# Age effects on brain network dynamics at different sleep stages

**Authors:** Sebastian Moguilner, Shahab Haghayegh, Agustin Ibanez, Kun Hu

PMC · DOI: 10.1002/alz70856_107265 · Alzheimer's & Dementia · 2026-01-08

## TL;DR

This study finds that aging affects brain network interactions during sleep, with older adults showing reduced higher-order brain activity patterns.

## Contribution

The study introduces a novel higher-order interaction measure (O-info) to detect age-related changes in brain network dynamics during sleep.

## Key findings

- Older adults showed lower O-info values during multiple sleep stages compared to young adults.
- O-info outperformed AEC in distinguishing age groups during both wakefulness and sleep.
- Reduced O-info suggests aging may impair compensatory brain network mechanisms.

## Abstract

Brain aging is associated with functional changes, including sleep dynamics as characterized by more wake‐up/fragmentations and less deep or REM (rapid‐eye‐movement) sleep. The aim of this study is to determine the age effects on brain network connectivity (BNC: interactions among different regions) at different sleep/wake stages.

We analyzed overnight average‐referenced 4‐channel EEG (F3, F4, C3, C4) from the Bitbrain Open Access Sleep database, including 84 young adults (<55 years; mean age = 29.61 ± 6.71[SD]) and 42 older adults (≥55 years; mean age = 67.19 ± 6.46). To assess BNC in each sleep/wake stage (wake, N1, N2, N3, REM), we obtained (1) the amplitude envelope correlation (AEC) that quantifies pairwise interaction or functional connectivity (FC) between each pair of two EEG channels; and (2) the O‐info metric in triplets of brain regions (2 channels vs the rest of the channels) — a higher‐order interaction (HOI) measure to quantify the redundancy and synergy of brain activities in multiple regions. Using logistic regression models with bootstrapped cross‐validation (5,000 iterations, 80% training and 20% testing), we also tested the performance of FC and HOI in distinguishing two groups.
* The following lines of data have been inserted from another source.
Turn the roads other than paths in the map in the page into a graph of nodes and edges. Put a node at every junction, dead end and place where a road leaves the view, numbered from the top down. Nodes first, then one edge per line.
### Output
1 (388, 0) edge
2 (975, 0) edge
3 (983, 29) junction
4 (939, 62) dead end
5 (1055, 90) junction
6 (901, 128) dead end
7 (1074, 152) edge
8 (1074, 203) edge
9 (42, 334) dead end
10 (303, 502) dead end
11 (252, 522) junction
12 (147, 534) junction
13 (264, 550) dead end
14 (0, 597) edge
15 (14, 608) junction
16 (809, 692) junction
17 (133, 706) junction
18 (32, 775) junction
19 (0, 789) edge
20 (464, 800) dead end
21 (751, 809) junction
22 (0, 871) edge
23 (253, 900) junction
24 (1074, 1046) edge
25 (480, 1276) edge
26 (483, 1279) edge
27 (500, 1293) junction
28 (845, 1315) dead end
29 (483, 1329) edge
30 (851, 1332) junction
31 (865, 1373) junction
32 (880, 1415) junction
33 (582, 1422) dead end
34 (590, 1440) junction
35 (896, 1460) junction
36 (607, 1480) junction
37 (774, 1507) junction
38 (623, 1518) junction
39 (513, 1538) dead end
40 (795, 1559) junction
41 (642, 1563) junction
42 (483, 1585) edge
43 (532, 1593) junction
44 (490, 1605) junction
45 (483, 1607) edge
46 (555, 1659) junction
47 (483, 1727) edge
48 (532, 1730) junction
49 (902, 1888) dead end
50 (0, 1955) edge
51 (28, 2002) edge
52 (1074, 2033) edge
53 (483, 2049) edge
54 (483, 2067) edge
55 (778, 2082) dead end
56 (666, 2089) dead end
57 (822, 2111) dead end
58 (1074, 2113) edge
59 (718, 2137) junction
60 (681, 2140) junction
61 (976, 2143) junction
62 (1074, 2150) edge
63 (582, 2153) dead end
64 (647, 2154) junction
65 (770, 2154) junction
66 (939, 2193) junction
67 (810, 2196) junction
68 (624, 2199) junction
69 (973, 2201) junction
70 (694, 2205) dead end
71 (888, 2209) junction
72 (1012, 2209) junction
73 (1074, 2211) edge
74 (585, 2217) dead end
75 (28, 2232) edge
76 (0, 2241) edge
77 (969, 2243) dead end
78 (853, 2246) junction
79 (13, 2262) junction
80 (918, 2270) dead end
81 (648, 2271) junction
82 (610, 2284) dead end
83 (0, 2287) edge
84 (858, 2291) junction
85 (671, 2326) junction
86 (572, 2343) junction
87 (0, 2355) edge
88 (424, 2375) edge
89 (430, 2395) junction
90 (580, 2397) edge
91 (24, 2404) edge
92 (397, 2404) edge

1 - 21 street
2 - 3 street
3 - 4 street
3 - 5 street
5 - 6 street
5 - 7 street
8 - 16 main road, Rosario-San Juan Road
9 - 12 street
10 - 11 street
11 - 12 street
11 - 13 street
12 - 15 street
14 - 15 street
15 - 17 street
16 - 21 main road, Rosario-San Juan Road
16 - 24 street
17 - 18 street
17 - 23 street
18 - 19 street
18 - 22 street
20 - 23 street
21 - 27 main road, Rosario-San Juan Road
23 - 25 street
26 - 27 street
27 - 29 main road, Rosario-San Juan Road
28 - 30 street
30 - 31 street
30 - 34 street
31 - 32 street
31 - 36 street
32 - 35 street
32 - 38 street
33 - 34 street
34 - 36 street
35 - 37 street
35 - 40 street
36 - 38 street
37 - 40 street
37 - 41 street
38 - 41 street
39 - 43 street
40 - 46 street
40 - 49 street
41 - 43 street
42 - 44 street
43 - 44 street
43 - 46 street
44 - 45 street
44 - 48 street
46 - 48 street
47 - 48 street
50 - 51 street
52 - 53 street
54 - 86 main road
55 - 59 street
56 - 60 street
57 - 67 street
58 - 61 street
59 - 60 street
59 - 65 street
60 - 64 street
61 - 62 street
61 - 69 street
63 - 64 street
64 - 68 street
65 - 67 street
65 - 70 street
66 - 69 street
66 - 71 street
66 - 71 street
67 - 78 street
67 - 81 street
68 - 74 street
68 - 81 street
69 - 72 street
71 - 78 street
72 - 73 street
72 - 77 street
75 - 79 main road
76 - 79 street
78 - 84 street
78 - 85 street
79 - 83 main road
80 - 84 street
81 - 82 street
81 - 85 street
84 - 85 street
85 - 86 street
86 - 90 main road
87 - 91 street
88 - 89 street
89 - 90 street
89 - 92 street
Compared to young adults, the older adults had lower O‐info values during N1, N2, N3, and REM stages in interlobar and interhemispheric channels (all FDR‐corrected p values <0.05) (see Table 1). No group differences in AEC and O‐info were observed in the other channel‐stage combinations. Consistently, both measures could separate the two groups while O‐info appeared to have better performance during wakefulness (AUC = 0.73 [0.55‐0.83] for O‐info, and 0.67 [0.45‐0.76] for AEC) and during sleep (AUC = 0.75 [0.62‐0.79] for O‐info, and 0.66 [0.53‐0.69] for AEC) (see Figure 1).

Decreased HOI values in older adults during sleep indicate altered brain network with loss or reduction of backup pathways, possibly reflecting reduced compensatory mechanisms with aging. The better performance of HOI in classifying age groups suggests that HOI may be more sensitive to age‐related brain network alterations. Future research is warranted to explore its application in early detection or prediction of neurodegenerative diseases.